The Global Burden of Disease study shows declining stroke rates worldwide (Stark et al., 2021). However, these improvements are not always reflected in disadvantaged, minority populations (Trimble and Morgenstern, 2008; Feigin et al., 2015; Balabanski et al., 2018). If improvements are not at least commensurate, stroke disparities for such minority populations will widen, underscoring the need to monitor stroke rates in minority groups. Many minority Indigenous populations have greater rates of stroke than their respective non-Indigenous populations, though high-quality, contemporary data are sparse (Zhang et al., 2008; Atzema et al., 2015; Feigin et al., 2015; Balabanski et al., 2018; Siri et al., 2020). Despite distinctive cultures, languages, and epistemologies, most Indigenous minority populations experience poorer socioeconomic and health outcomes, in part due to the ongoing impact of colonization.

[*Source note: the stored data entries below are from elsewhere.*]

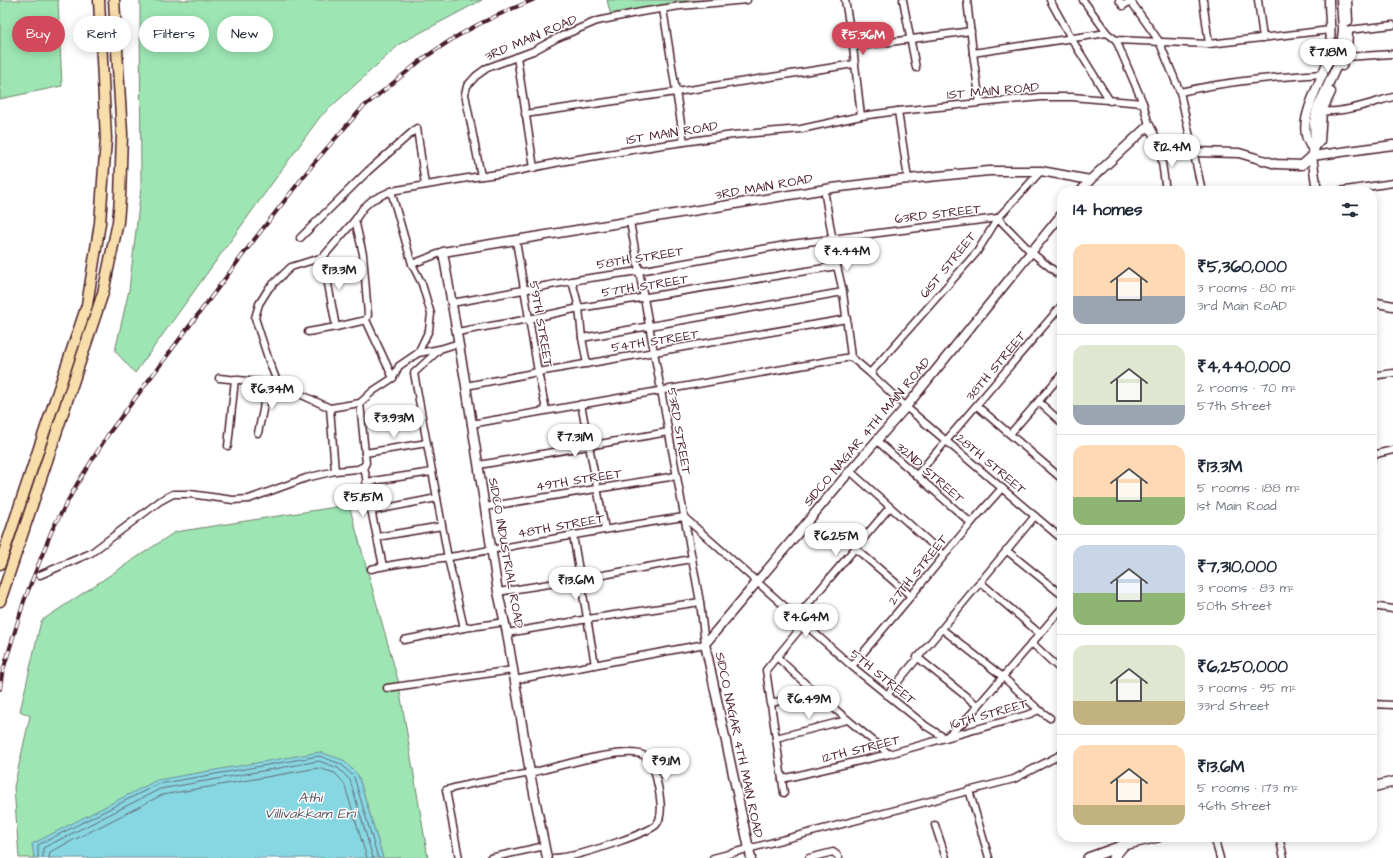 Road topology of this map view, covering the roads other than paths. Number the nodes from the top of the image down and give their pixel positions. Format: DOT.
graph roads {
  1 [pos="747,0"];
  2 [pos="845,0"];
  3 [pos="903,0"];
  4 [pos="967,0"];
  5 [pos="1050,0"];
  6 [pos="1083,0"];
  7 [pos="1119,0"];
  8 [pos="1131,0"];
  9 [pos="1203,0"];
  10 [pos="1258,0"];
  11 [pos="1329,0"];
  12 [pos="1341,0"];
  13 [pos="1347,0"];
  14 [pos="114,1"];
  15 [pos="99,2"];
  16 [pos="663,9"];
  17 [pos="1393,25"];
  18 [pos="1330,30"];
  19 [pos="1348,30"];
  20 [pos="971,31"];
  21 [pos="1107,33"];
  22 [pos="911,38"];
  23 [pos="1071,38"];
  24 [pos="1263,38"];
  25 [pos="1116,40"];
  26 [pos="1159,41"];
  27 [pos="1210,44"];
  28 [pos="853,46"];
  29 [pos="973,52"];
  30 [pos="1393,54"];
  31 [pos="517,57"];
  32 [pos="1345,57"];
  33 [pos="854,64"];
  34 [pos="916,68"];
  35 [pos="1324,74"];
  36 [pos="676,92"];
  37 [pos="1180,92"];
  38 [pos="1393,98"];
  39 [pos="1110,101"];
  40 [pos="980,103"];
  41 [pos="1143,103"];
  42 [pos="898,111"];
  43 [pos="1322,111"];
  44 [pos="525,114"];
  45 [pos="860,116"];
  46 [pos="1149,125"];
  47 [pos="684,142"];
  48 [pos="1393,145"];
  49 [pos="1160,148"];
  50 [pos="1313,151"];
  51 [pos="1194,152"];
  52 [pos="534,168"];
  53 [pos="1041,171"];
  54 [pos="481,176"];
  55 [pos="908,179"];
  56 [pos="1090,180"];
  57 [pos="1393,182"];
  58 [pos="425,185"];
  59 [pos="1085,186"];
  60 [pos="1165,186"];
  61 [pos="1201,186"];
  62 [pos="1316,186"];
  63 [pos="1369,186"];
  64 [pos="824,189"];
  65 [pos="391,191"];
  66 [pos="998,218"];
  67 [pos="355,220"];
  68 [pos="1057,220"];
  69 [pos="630,222"];
  70 [pos="300,238"];
  71 [pos="833,239"];
  72 [pos="516,241"];
  73 [pos="443,252"];
  74 [pos="1031,252"];
  75 [pos="323,257"];
  76 [pos="412,264"];
  77 [pos="837,266"];
  78 [pos="639,271"];
  79 [pos="1057,273"];
  80 [pos="572,281"];
  81 [pos="524,289"];
  82 [pos="843,292"];
  83 [pos="644,298"];
  84 [pos="452,303"];
  85 [pos="1377,303"];
  86 [pos="1393,306"];
  87 [pos="579,308"];
  88 [pos="1057,311"];
  89 [pos="529,319"];
  90 [pos="847,319"];
  91 [pos="366,320"];
  92 [pos="649,326"];
  93 [pos="336,327"];
  94 [pos="308,332"];
  95 [pos="457,332"];
  96 [pos="582,338"];
  97 [pos="459,343"];
  98 [pos="440,349"];
  99 [pos="418,353"];
  100 [pos="653,353"];
  101 [pos="851,357"];
  102 [pos="587,364"];
  103 [pos="538,372"];
  104 [pos="870,373"];
  105 [pos="1393,373"];
  106 [pos="1377,375"];
  107 [pos="219,378"];
  108 [pos="393,378"];
  109 [pos="235,379"];
  110 [pos="1057,380"];
  111 [pos="266,383"];
  112 [pos="278,384"];
  113 [pos="466,386"];
  114 [pos="661,390"];
  115 [pos="1039,402"];
  116 [pos="360,403"];
  117 [pos="581,404"];
  118 [pos="977,406"];
  119 [pos="906,407"];
  120 [pos="330,408"];
  121 [pos="546,410"];
  122 [pos="1057,418"];
  123 [pos="471,424"];
  124 [pos="668,432"];
  125 [pos="258,433"];
  126 [pos="1010,434"];
  127 [pos="876,440"];
  128 [pos="946,440"];
  129 [pos="427,442"];
  130 [pos="228,446"];
  131 [pos="588,446"];
  132 [pos="1393,450"];
  133 [pos="365,453"];
  134 [pos="1377,454"];
  135 [pos="364,466"];
  136 [pos="479,466"];
  137 [pos="335,471"];
  138 [pos="850,471"];
  139 [pos="432,472"];
  140 [pos="1057,475"];
  141 [pos="676,476"];
  142 [pos="916,476"];
  143 [pos="366,482"];
  144 [pos="596,488"];
  145 [pos="1002,488"];
  146 [pos="437,498"];
  147 [pos="485,507"];
  148 [pos="890,507"];
  149 [pos="371,511"];
  150 [pos="1035,516"];
  151 [pos="684,517"];
  152 [pos="971,523"];
  153 [pos="442,526"];
  154 [pos="605,529"];
  155 [pos="573,535"];
  156 [pos="1057,535"];
  157 [pos="377,537"];
  158 [pos="856,548"];
  159 [pos="492,550"];
  160 [pos="1006,550"];
  161 [pos="944,555"];
  162 [pos="448,558"];
  163 [pos="691,559"];
  164 [pos="0,564"];
  165 [pos="383,566"];
  166 [pos="371,569"];
  167 [pos="40,575"];
  168 [pos="581,579"];
  169 [pos="758,582"];
  170 [pos="980,582"];
  171 [pos="1057,591"];
  172 [pos="498,592"];
  173 [pos="911,596"];
  174 [pos="0,601"];
  175 [pos="700,602"];
  176 [pos="1377,606"];
  177 [pos="1393,608"];
  178 [pos="1056,614"];
  179 [pos="796,618"];
  180 [pos="588,619"];
  181 [pos="504,622"];
  182 [pos="804,624"];
  183 [pos="464,628"];
  184 [pos="942,629"];
  185 [pos="507,634"];
  186 [pos="1040,634"];
  187 [pos="404,640"];
  188 [pos="1032,643"];
  189 [pos="705,644"];
  190 [pos="777,657"];
  191 [pos="918,658"];
  192 [pos="595,666"];
  193 [pos="852,666"];
  194 [pos="1057,666"];
  195 [pos="513,670"];
  196 [pos="1003,676"];
  197 [pos="514,680"];
  198 [pos="387,688"];
  199 [pos="812,690"];
  200 [pos="887,695"];
  201 [pos="770,704"];
  202 [pos="1377,704"];
  203 [pos="1393,705"];
  204 [pos="978,706"];
  205 [pos="1039,710"];
  206 [pos="1050,718"];
  207 [pos="848,720"];
  208 [pos="776,738"];
  209 [pos="944,738"];
  210 [pos="889,754"];
  211 [pos="1057,757"];
  212 [pos="530,773"];
  213 [pos="782,779"];
  214 [pos="1393,782"];
  215 [pos="1377,786"];
  216 [pos="969,790"];
  217 [pos="784,793"];
  218 [pos="935,825"];
  219 [pos="1129,842"];
  220 [pos="1215,842"];
  221 [pos="1280,842"];
  222 [pos="1124,845"];
  223 [pos="545,846"];
  224 [pos="748,849"];
  225 [pos="459,858"];
  226 [pos="490,858"];
  227 [pos="547,858"];
  228 [pos="555,858"];
  229 [pos="713,858"];
  230 [pos="751,858"];
  231 [pos="809,858"];
  232 [pos="839,858"];
  233 [pos="946,858"];
  234 [pos="988,858"];
  235 [pos="1088,858"];
  236 [pos="1113,858"];
  237 [pos="1220,858"];
  238 [pos="1284,858"];
  1 -- 16 [label="street, 3RD MAIN ROAD"];
  2 -- 28 [label="street"];
  3 -- 22 [label="street"];
  4 -- 20 [label="street"];
  5 -- 23 [label="street"];
  6 -- 21 [label="street"];
  7 -- 8 [label="street"];
  8 -- 26 [label="street"];
  9 -- 27 [label="street"];
  10 -- 24 [label="street"];
  11 -- 18 [label="street"];
  12 -- 50 [label="street"];
  13 -- 19 [label="street"];
  14 -- 174 [label="main road"];
  15 -- 164 [label="main road"];
  16 -- 31 [label="street, 3RD MAIN ROAD"];
  16 -- 36 [label="street"];
  17 -- 19 [label="street"];
  18 -- 24 [label="street"];
  18 -- 35 [label="street"];
  19 -- 32 [label="street"];
  20 -- 22 [label="street"];
  20 -- 29 [label="street"];
  21 -- 23 [label="street"];
  21 -- 25 [label="street"];
  22 -- 28 [label="street"];
  22 -- 34 [label="street"];
  23 -- 29 [label="street"];
  23 -- 39 [label="street"];
  24 -- 27 [label="street"];
  25 -- 26 [label="street"];
  25 -- 41 [label="street"];
  26 -- 27 [label="street"];
  26 -- 37 [label="street"];
  28 -- 33 [label="street"];
  29 -- 40 [label="street"];
  30 -- 32 [label="street"];
  31 -- 44 [label="street"];
  31 -- 54 [label="street, 3RD MAIN ROAD"];
  32 -- 43 [label="street"];
  33 -- 36 [label="street"];
  33 -- 45 [label="street"];
  35 -- 37 [label="street"];
  35 -- 50 [label="street"];
  36 -- 44 [label="street"];
  36 -- 47 [label="street"];
  37 -- 51 [label="street"];
  38 -- 43 [label="street"];
  39 -- 40 [label="street, 1ST MAIN ROAD"];
  39 -- 41 [label="street, 1ST MAIN ROAD"];
  40 -- 42 [label="street, 1ST MAIN ROAD"];
  41 -- 46 [label="street"];
  42 -- 45 [label="street, 1ST MAIN ROAD"];
  42 -- 55 [label="street"];
  43 -- 50 [label="street"];
  44 -- 52 [label="street"];
  45 -- 47 [label="street, 1ST MAIN ROAD"];
  46 -- 49 [label="street"];
  46 -- 56 [label="street"];
  47 -- 52 [label="street, 1ST MAIN ROAD"];
  48 -- 50 [label="street"];
  49 -- 51 [label="street"];
  49 -- 60 [label="street"];
  50 -- 51 [label="street"];
  50 -- 62 [label="street"];
  51 -- 61 [label="street"];
  52 -- 54 [label="street, 1ST MAIN ROAD"];
  53 -- 55 [label="street, 3RD MAIN ROAD"];
  53 -- 56 [label="street, 3RD MAIN ROAD"];
  53 -- 66 [label="street, 61ST STREET"];
  54 -- 58 [label="street, 1ST MAIN ROAD"];
  55 -- 64 [label="street, 3RD MAIN ROAD"];
  56 -- 59 [label="street"];
  57 -- 63 [label="street"];
  58 -- 65 [label="street, 1ST MAIN ROAD"];
  58 -- 70 [label="street"];
  64 -- 69 [label="street, 3RD MAIN ROAD"];
  64 -- 71 [label="street"];
  65 -- 67 [label="street, 1ST MAIN ROAD"];
  65 -- 76 [label="street"];
  66 -- 71 [label="street, 63RD STREET"];
  66 -- 74 [label="street"];
  66 -- 104 [label="street, 61ST STREET"];
  67 -- 75 [label="street, 1ST MAIN ROAD"];
  67 -- 91 [label="street"];
  68 -- 74 [label="street, SIDCO NAGAR 4TH MAIN ROAD"];
  69 -- 72 [label="street, 3RD MAIN ROAD"];
  69 -- 78 [label="street, 53RD STREET"];
  71 -- 77 [label="street"];
  71 -- 78 [label="street, 58TH STREET"];
  72 -- 73 [label="street, 3RD MAIN ROAD"];
  72 -- 81 [label="street, 59TH STREET"];
  73 -- 76 [label="street"];
  73 -- 84 [label="street, SIDCO INDUSTRIAL ROAD"];
  74 -- 79 [label="street"];
  74 -- 119 [label="street, SIDCO NAGAR 4TH MAIN ROAD"];
  75 -- 93 [label="street"];
  75 -- 112 [label="street"];
  76 -- 99 [label="street"];
  77 -- 82 [label="street"];
  77 -- 83 [label="street, 57TH STREET"];
  78 -- 80 [label="street, 58TH STREET"];
  78 -- 83 [label="street, 53RD STREET"];
  80 -- 81 [label="street, 58TH STREET"];
  80 -- 87 [label="street"];
  81 -- 84 [label="street, 58TH STREET"];
  81 -- 89 [label="street, 59TH STREET"];
  82 -- 90 [label="street"];
  82 -- 92 [label="street"];
  83 -- 87 [label="street, 57TH STREET"];
  83 -- 92 [label="street, 53RD STREET"];
  84 -- 95 [label="street, SIDCO INDUSTRIAL ROAD"];
  85 -- 86 [label="street"];
  87 -- 89 [label="street, 57TH STREET"];
  87 -- 96 [label="street"];
  88 -- 118 [label="street, 38TH STREET"];
  89 -- 95 [label="street, 57TH STREET"];
  89 -- 103 [label="street, 59TH STREET"];
  90 -- 100 [label="street, 54TH STREET"];
  90 -- 101 [label="street"];
  91 -- 93 [label="street"];
  91 -- 108 [label="street"];
  92 -- 96 [label="street"];
  92 -- 100 [label="street, 53RD STREET"];
  93 -- 94 [label="street"];
  95 -- 97 [label="street, SIDCO INDUSTRIAL ROAD"];
  96 -- 102 [label="street"];
  97 -- 98 [label="street"];
  97 -- 113 [label="street, SIDCO INDUSTRIAL ROAD"];
  98 -- 99 [label="street"];
  98 -- 129 [label="street"];
  99 -- 108 [label="street"];
  100 -- 102 [label="street, 54TH STREET"];
  100 -- 114 [label="street, 53RD STREET"];
  101 -- 104 [label="street, 28TH STREET"];
  101 -- 114 [label="street"];
  102 -- 103 [label="street, 54TH STREET"];
  103 -- 113 [label="street, 54TH STREET"];
  103 -- 121 [label="street, 59TH STREET"];
  104 -- 119 [label="street, 28TH STREET"];
  105 -- 106 [label="street"];
  107 -- 109 [label="street"];
  108 -- 116 [label="street"];
  109 -- 111 [label="street"];
  109 -- 130 [label="street"];
  110 -- 115 [label="street"];
  111 -- 112 [label="street"];
  111 -- 125 [label="street"];
  112 -- 120 [label="street"];
  113 -- 123 [label="street, SIDCO INDUSTRIAL ROAD"];
  114 -- 117 [label="street"];
  114 -- 124 [label="street, 53RD STREET"];
  115 -- 122 [label="street"];
  115 -- 126 [label="street"];
  116 -- 120 [label="street"];
  116 -- 133 [label="street"];
  117 -- 121 [label="street"];
  117 -- 131 [label="street"];
  118 -- 126 [label="street"];
  118 -- 128 [label="street, 38TH STREET"];
  119 -- 127 [label="street, SIDCO NAGAR 4TH MAIN ROAD"];
  119 -- 128 [label="street, 28TH STREET"];
  120 -- 137 [label="street"];
  121 -- 123 [label="street"];
  123 -- 136 [label="street, SIDCO INDUSTRIAL ROAD"];
  124 -- 131 [label="street"];
  124 -- 141 [label="street, 53RD STREET"];
  126 -- 140 [label="street"];
  127 -- 138 [label="street, SIDCO NAGAR 4TH MAIN ROAD"];
  127 -- 142 [label="street, 32ND STREET"];
  128 -- 142 [label="street, 38TH STREET"];
  128 -- 145 [label="street, 28TH STREET"];
  129 -- 133 [label="street"];
  129 -- 139 [label="street"];
  131 -- 136 [label="street"];
  131 -- 144 [label="street"];
  132 -- 134 [label="street"];
  133 -- 135 [label="street"];
  135 -- 137 [label="street"];
  135 -- 143 [label="street"];
  136 -- 147 [label="street, SIDCO INDUSTRIAL ROAD"];
  137 -- 167 [label="street"];
  138 -- 148 [label="street"];
  138 -- 169 [label="street, SIDCO NAGAR 4TH MAIN ROAD"];
  139 -- 143 [label="street"];
  139 -- 146 [label="street"];
  141 -- 144 [label="street, 49TH STREET"];
  141 -- 151 [label="street, 53RD STREET"];
  142 -- 152 [label="street, 32ND STREET"];
  143 -- 149 [label="street"];
  144 -- 147 [label="street, 49TH STREET"];
  144 -- 154 [label="street"];
  145 -- 150 [label="street, 28TH STREET"];
  145 -- 152 [label="street, 27TH STREET"];
  146 -- 149 [label="street"];
  146 -- 153 [label="street"];
  147 -- 159 [label="street, SIDCO INDUSTRIAL ROAD"];
  148 -- 158 [label="street"];
  148 -- 161 [label="street"];
  149 -- 157 [label="street"];
  150 -- 156 [label="street, 28TH STREET"];
  150 -- 160 [label="street"];
  151 -- 154 [label="street, 48TH STREET"];
  151 -- 163 [label="street, 53RD STREET"];
  151 -- 169 [label="street, 5TH STREET"];
  152 -- 161 [label="street, 27TH STREET"];
  153 -- 157 [label="street"];
  153 -- 162 [label="street"];
  154 -- 155 [label="street, 48TH STREET"];
  155 -- 159 [label="street, 48TH STREET"];
  155 -- 168 [label="street"];
  157 -- 165 [label="street"];
  158 -- 173 [label="street"];
  158 -- 179 [label="street"];
  159 -- 162 [label="street, 48TH STREET"];
  159 -- 172 [label="street, SIDCO INDUSTRIAL ROAD"];
  160 -- 170 [label="street"];
  160 -- 171 [label="street"];
  161 -- 173 [label="street, 27TH STREET"];
  162 -- 165 [label="street, 48TH STREET"];
  162 -- 183 [label="street"];
  163 -- 168 [label="street"];
  163 -- 175 [label="street, 53RD STREET"];
  165 -- 166 [label="street, 48TH STREET"];
  168 -- 172 [label="street"];
  168 -- 180 [label="street"];
  169 -- 179 [label="street, 5TH STREET"];
  169 -- 189 [label="street, SIDCO NAGAR 4TH MAIN ROAD"];
  170 -- 184 [label="street"];
  170 -- 186 [label="street"];
  172 -- 181 [label="street, SIDCO INDUSTRIAL ROAD"];
  173 -- 193 [label="street, 27TH STREET"];
  175 -- 180 [label="street"];
  175 -- 189 [label="street, 53RD STREET"];
  176 -- 177 [label="street"];
  178 -- 186 [label="street"];
  179 -- 182 [label="street, 5TH STREET"];
  180 -- 185 [label="street"];
  180 -- 192 [label="street"];
  181 -- 183 [label="street"];
  181 -- 185 [label="street, SIDCO INDUSTRIAL ROAD"];
  182 -- 190 [label="street"];
  182 -- 193 [label="street, 5TH STREET"];
  183 -- 187 [label="street"];
  184 -- 191 [label="street"];
  184 -- 196 [label="street"];
  185 -- 195 [label="street, SIDCO INDUSTRIAL ROAD"];
  186 -- 188 [label="street"];
  188 -- 194 [label="street"];
  188 -- 196 [label="street"];
  189 -- 192 [label="street"];
  189 -- 224 [label="street, SIDCO NAGAR 4TH MAIN ROAD"];
  190 -- 199 [label="street"];
  190 -- 201 [label="street"];
  191 -- 200 [label="street"];
  191 -- 204 [label="street"];
  192 -- 197 [label="street"];
  193 -- 200 [label="street, 5TH STREET"];
  195 -- 197 [label="street, SIDCO INDUSTRIAL ROAD"];
  195 -- 198 [label="street"];
  196 -- 204 [label="street"];
  196 -- 205 [label="street"];
  197 -- 212 [label="street, SIDCO INDUSTRIAL ROAD"];
  199 -- 201 [label="street"];
  199 -- 207 [label="street"];
  200 -- 209 [label="street, 5TH STREET"];
  201 -- 208 [label="street"];
  202 -- 203 [label="street"];
  204 -- 209 [label="street"];
  205 -- 206 [label="street"];
  205 -- 209 [label="street, 16TH STREET"];
  207 -- 208 [label="street"];
  207 -- 210 [label="street"];
  208 -- 213 [label="street"];
  209 -- 210 [label="street, 12TH STREET"];
  210 -- 213 [label="street, 12TH STREET"];
  211 -- 216 [label="street"];
  212 -- 223 [label="street, SIDCO INDUSTRIAL ROAD"];
  212 -- 225 [label="street"];
  212 -- 228 [label="street"];
  213 -- 217 [label="street"];
  214 -- 215 [label="main road"];
  216 -- 224 [label="street"];
  216 -- 234 [label="street"];
  218 -- 233 [label="street"];
  219 -- 222 [label="main road"];
  220 -- 237 [label="street"];
  221 -- 238 [label="street"];
  222 -- 235 [label="main road"];
  222 -- 236 [label="main road"];
  223 -- 226 [label="street"];
  223 -- 227 [label="street, SIDCO INDUSTRIAL ROAD"];
  224 -- 229 [label="street"];
  224 -- 230 [label="street, SIDCO NAGAR 4TH MAIN ROAD"];
  231 -- 232 [label="street"];
}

Aboriginal and Torres Strait Islander (hereafter, respectfully referred to as Aboriginal) Australians comprise 3.2% of the Australian population (Australian Bureau of Statistics, 2021a), inclusive of diverse peoples, communities, and language groups. Aboriginal Australians represent the world's oldest continuous living culture, and their strength, resilience, and continuing connection to the land should be celebrated (Commonwealth of Australia, 2018). The 2007 United Nations Declaration on the Rights of Indigenous Peoples recognized their right to self-determination (United Nations, 2007). However, the ongoing effect of colonization on Aboriginal Australians has directly impacted individuals' and communities' physical, social, emotional, cultural, and spiritual wellbeing. Consequently, Aboriginal Peoples typically have poorer health outcomes than non-Aboriginal Australians, underpinned by the social determinants of health, including racism and discrimination, impoverished living conditions, limited education opportunities, increasing rates of imprisonment, and a greater mental health disease burden. Additionally, there are numerous barriers to accessing health services at the individual, provider, health system and policy level, each exacerbated by cultural and language barriers common to many Indigenous and minority groups (Australian Institute of Health Welfare, 2020; Levine et al., 2020; Office of the National Rural Health Commissioner, 2022).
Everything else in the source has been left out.